Samuel tem 18 anos. Baiano de origem, ajuda seu pai nas contas do bar e na venda de acarajés de sua mãe. Com o dinheiro que arrecada por lá, conseguiu comprar um par de chuteiras pela internet. Era com elas que o jovem embarcava num ônibus, percorria os 50 minutos de trajeto todo dia, e se transformava, em treinos e jogos, no volante da equipe sub-20 do Macaé (RJ). Já bastante surrados, os calçados entraram em campo pela última vez na quarta-feira passada, em São Januário, pelo Campeonato Carioca da categoria, por um motivo nobre e incomum.
Nas últimas, tais chuteiras rasgaram de vez em meio ao placar adverso que o dono delas enfrentava já no segundo tempo. Ao seu lado, Mateus Pet, meia do Vasco, também de 18 anos, com quatro jogos pelos profissionais e de vínculo renovado recentemente com o Cruzmaltino, carregava seu reluzente calçado da marca que é patrocinado. Instintivamente e em meio a bola rolando, o vascaíno questionou:
"Quanto você calça?".
Samuel respondeu:
"Entre 40 e 41".
E Pet emendou:
"Após o jogo vou te dar chuteiras novas".
Seria um deboche do meia cruzmaltino?
"No segundo tempo eu comecei a marcar o Pet quando fui para a lateral direita. Minha chuteira estava aberta e, quando abaixei para consertar, ele viu. Então ele perguntou quanto eu calçava e era justamente o mesmo número dele. Ele olhou e sentiu que elas não tinham mais condições e ofereceu. Fiquei surpreso. Primeiro achei que tivesse sido em tom de deboche, mas ele tinha agido com personalidade e humildade. Depois do jogo fiquei meio envergonhado de chegar nele, mas ele me chamou e me deu as chuteiras. Fiquei grato e muito feliz com este gesto", disse Samuel ao UOL Esporte.

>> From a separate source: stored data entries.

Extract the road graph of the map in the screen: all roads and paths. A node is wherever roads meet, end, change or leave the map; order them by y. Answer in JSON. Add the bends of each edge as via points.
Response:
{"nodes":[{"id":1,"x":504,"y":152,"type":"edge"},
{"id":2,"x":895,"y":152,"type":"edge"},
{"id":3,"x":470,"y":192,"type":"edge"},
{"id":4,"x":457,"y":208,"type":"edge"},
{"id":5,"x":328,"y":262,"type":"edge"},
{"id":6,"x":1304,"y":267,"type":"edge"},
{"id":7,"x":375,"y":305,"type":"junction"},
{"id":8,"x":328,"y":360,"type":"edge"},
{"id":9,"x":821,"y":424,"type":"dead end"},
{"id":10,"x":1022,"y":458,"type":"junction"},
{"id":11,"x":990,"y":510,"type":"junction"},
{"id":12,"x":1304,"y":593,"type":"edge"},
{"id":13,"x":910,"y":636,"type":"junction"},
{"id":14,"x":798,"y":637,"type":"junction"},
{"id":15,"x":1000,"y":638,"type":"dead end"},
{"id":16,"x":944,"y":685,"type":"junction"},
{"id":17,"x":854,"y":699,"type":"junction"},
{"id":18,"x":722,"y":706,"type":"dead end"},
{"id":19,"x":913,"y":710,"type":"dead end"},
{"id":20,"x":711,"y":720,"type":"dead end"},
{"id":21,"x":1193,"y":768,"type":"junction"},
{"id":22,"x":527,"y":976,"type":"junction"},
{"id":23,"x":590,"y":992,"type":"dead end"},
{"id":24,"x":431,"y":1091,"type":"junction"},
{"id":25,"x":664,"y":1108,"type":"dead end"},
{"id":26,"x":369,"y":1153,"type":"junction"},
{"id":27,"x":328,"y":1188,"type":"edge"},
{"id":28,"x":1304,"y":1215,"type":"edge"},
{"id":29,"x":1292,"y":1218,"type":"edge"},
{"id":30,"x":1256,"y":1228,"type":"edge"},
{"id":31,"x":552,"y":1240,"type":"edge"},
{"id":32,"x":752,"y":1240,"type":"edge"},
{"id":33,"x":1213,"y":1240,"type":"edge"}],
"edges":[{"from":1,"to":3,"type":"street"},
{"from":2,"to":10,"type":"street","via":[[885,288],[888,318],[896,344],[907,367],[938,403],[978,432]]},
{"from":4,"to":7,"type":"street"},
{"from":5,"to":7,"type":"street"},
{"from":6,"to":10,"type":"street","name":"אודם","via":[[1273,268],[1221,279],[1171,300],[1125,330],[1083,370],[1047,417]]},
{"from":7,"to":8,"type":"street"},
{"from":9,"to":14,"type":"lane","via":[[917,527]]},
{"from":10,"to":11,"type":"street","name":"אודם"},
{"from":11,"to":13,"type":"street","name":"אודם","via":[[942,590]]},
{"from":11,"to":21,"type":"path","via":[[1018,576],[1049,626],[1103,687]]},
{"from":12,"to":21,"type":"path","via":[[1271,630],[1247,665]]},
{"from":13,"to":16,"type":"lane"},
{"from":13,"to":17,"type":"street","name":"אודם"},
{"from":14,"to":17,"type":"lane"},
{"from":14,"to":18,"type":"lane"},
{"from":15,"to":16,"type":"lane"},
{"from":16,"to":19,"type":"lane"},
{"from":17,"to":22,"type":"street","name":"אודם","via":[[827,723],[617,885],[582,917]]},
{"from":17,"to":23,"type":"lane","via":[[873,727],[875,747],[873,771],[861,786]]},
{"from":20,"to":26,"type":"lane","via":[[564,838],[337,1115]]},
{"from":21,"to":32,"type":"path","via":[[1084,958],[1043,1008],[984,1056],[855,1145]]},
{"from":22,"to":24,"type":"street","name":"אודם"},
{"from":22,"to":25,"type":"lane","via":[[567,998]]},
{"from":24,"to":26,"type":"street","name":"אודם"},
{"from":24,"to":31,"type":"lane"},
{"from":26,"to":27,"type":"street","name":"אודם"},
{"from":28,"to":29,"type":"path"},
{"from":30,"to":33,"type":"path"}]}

O volante do Macaé é mais um caso de um jovem em busca de um lugar ao sol no mundo da bola. De família humilde, se mudou de Salvador (BA) para Macaé (RJ) ainda criança acompanhando seus pais, que miravam dias melhores. Na cidade petrolífera do interior do Rio, seu pai arrumou um emprego como técnico em fibra. Foi com tal renda que abriu o bar onde sua esposa trabalha e que Samuel passa algumas horas do dia antes de se transformar em jogador.

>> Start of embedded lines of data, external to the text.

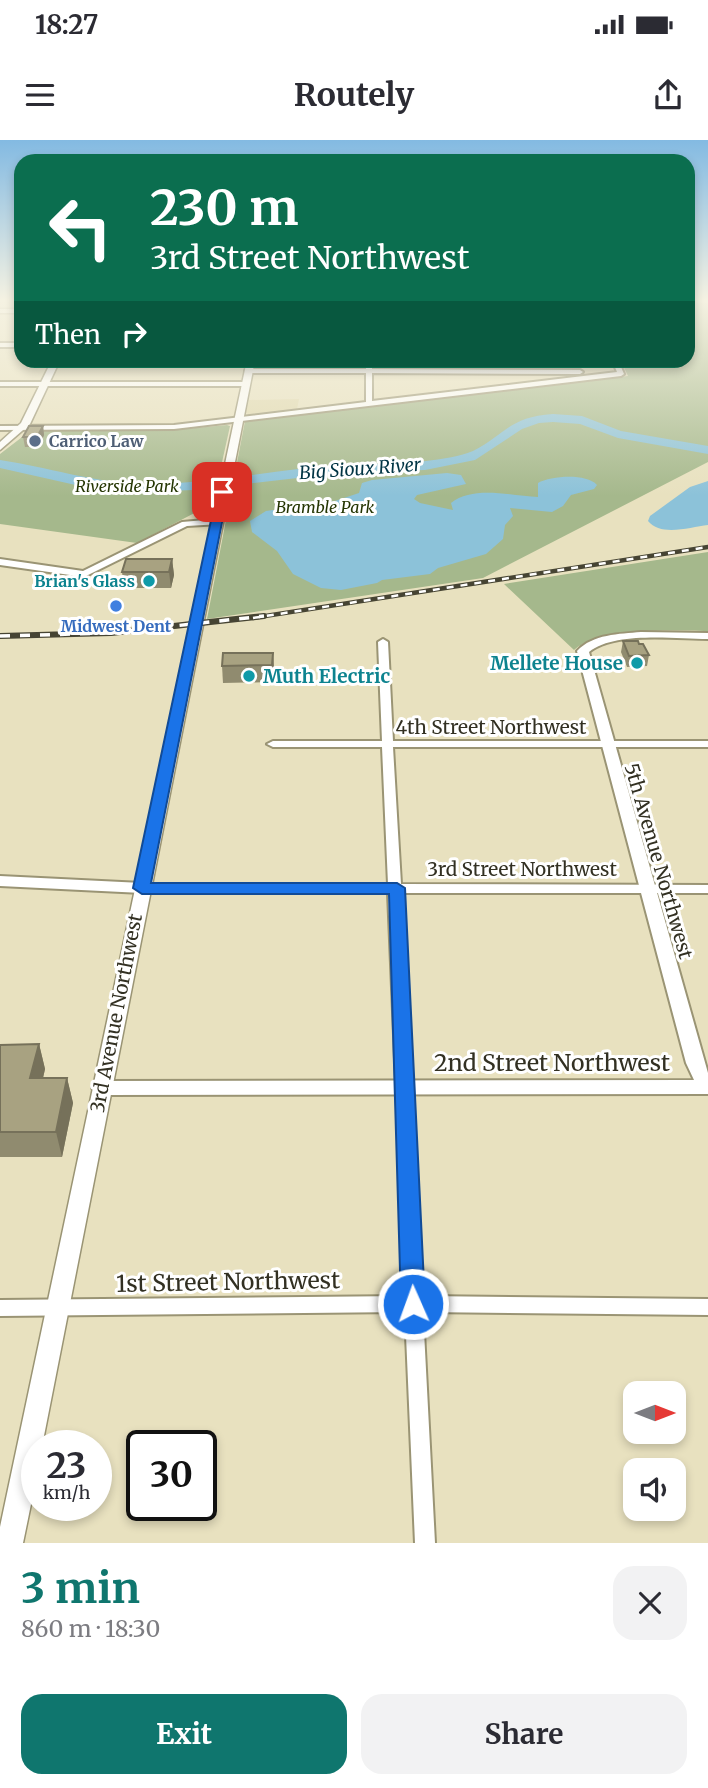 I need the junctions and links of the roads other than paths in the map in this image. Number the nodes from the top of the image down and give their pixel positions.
1 (52, 368) edge
2 (249, 368) edge
3 (369, 368) edge
4 (495, 368) edge
5 (618, 368) edge
6 (248, 371) junction
7 (369, 372) junction
8 (496, 372) junction
9 (621, 374) junction
10 (0, 384) edge
11 (44, 384) junction
12 (245, 384) junction
13 (499, 388) junction
14 (369, 403) junction
15 (237, 419) junction
16 (0, 428) edge
17 (22, 428) junction
18 (0, 447) edge
19 (217, 522) junction
20 (0, 562) edge
21 (708, 636) edge
22 (383, 642) dead end
23 (273, 744) dead end
24 (708, 744) edge
25 (390, 745) junction
26 (608, 745) junction
27 (0, 881) edge
28 (142, 888) junction
29 (397, 888) junction
30 (646, 888) junction
31 (708, 889) edge
32 (101, 1088) junction
33 (404, 1088) junction
34 (707, 1088) edge
35 (413, 1304) junction
36 (708, 1307) edge
37 (0, 1308) edge
38 (56, 1308) junction
39 (10, 1543) edge
40 (425, 1543) edge

1 - 11 main road
2 - 6 main road, 3rd Avenue Northwest
3 - 7 street
4 - 8 street
5 - 9 street
6 - 7 street
6 - 12 main road, 3rd Avenue Northwest
7 - 8 street
7 - 14 street
8 - 9 street
8 - 13 street
9 - 13 street
10 - 11 street
11 - 12 street
11 - 17 main road
12 - 15 main road, 3rd Avenue Northwest
13 - 14 street
14 - 15 street
15 - 17 street
15 - 19 main road, 3rd Avenue Northwest
16 - 17 street
17 - 18 main road
19 - 20 street
19 - 28 main road, 3rd Avenue Northwest
21 - 26 street, 5th Avenue Northwest
22 - 25 street
23 - 25 street, 4th Street Northwest
24 - 26 street, 4th Street Northwest
25 - 26 street, 4th Street Northwest
25 - 29 street
26 - 30 street, 5th Avenue Northwest
27 - 28 street, 3rd Street Northwest
28 - 29 street, 3rd Street Northwest
28 - 32 main road, 3rd Avenue Northwest
29 - 30 street, 3rd Street Northwest
29 - 33 street
30 - 31 street, 3rd Street Northwest
30 - 34 street, 5th Avenue Northwest
32 - 33 street, 2nd Street Northwest
32 - 38 main road, 3rd Avenue Northwest
33 - 34 street, 2nd Street Northwest
33 - 35 street
35 - 36 street, 1st Street Northwest
35 - 38 street, 1st Street Northwest
35 - 40 street
37 - 38 street, 1st Street Northwest
38 - 39 main road, 3rd Avenue Northwest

A caminhada no futebol, porém, começou cedo. Antes de retornar para Macaé, o volante passou nas divisões de base por clubes como Bahia, Vitória, Criciúma, entre outros.
"Até tinham categorias para a minha idade no Macaé, mas o rapaz que me ajudava só tinha contatos para fora do Rio. Eu não tenho aquela condição que muitos têm", diz, se referindo aos empresários que agem livremente na base.

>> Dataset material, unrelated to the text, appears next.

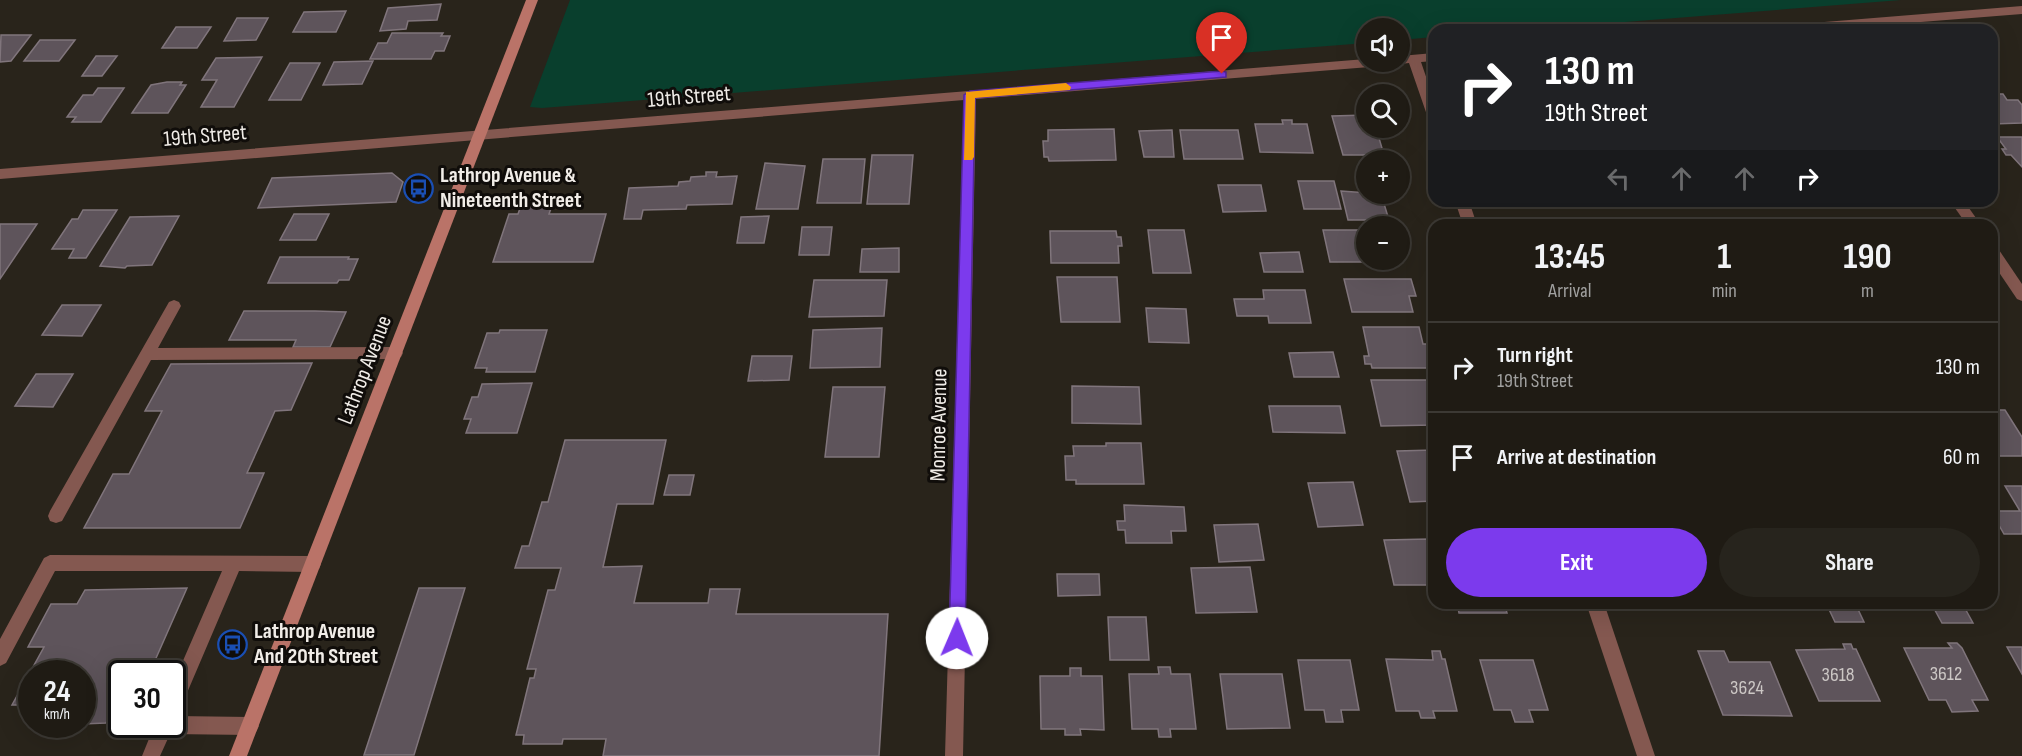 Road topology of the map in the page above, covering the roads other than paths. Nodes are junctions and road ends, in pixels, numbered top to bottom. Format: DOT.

Em sexto lugar no Campeonato Carioca sub-20 e com chances de classificação para as semifinais, Samuel sonha em, quem sabe, atuar ao lado do seu "novo amigo" Mateus Pet.
"Eu sempre tive vontade de fazer pelo menos um teste no Vasco. Falta uma oportunidade e eu não tenho uma pessoa para me ajudar, pois hoje no futebol sabemos que é preciso ter um empresário. Se for da vontade de Deus que aconteça, vou ficar muito feliz", disse.
Ainda agradecido pelo presente, o jovem já sabe o que fará caso encontre Pet novamente:
"Se encontrá-lo de novo, agradeceria muito e daria um abraço forte nele pelo gesto que teve comigo. Foi humilde, teve caráter e não agiu em tom de deboche, quis me ajudar".
No Instagram, Mateus deu um recado:
"O topo da inteligência é alcançar a humildade. Que Deus te abençoe, irmão!"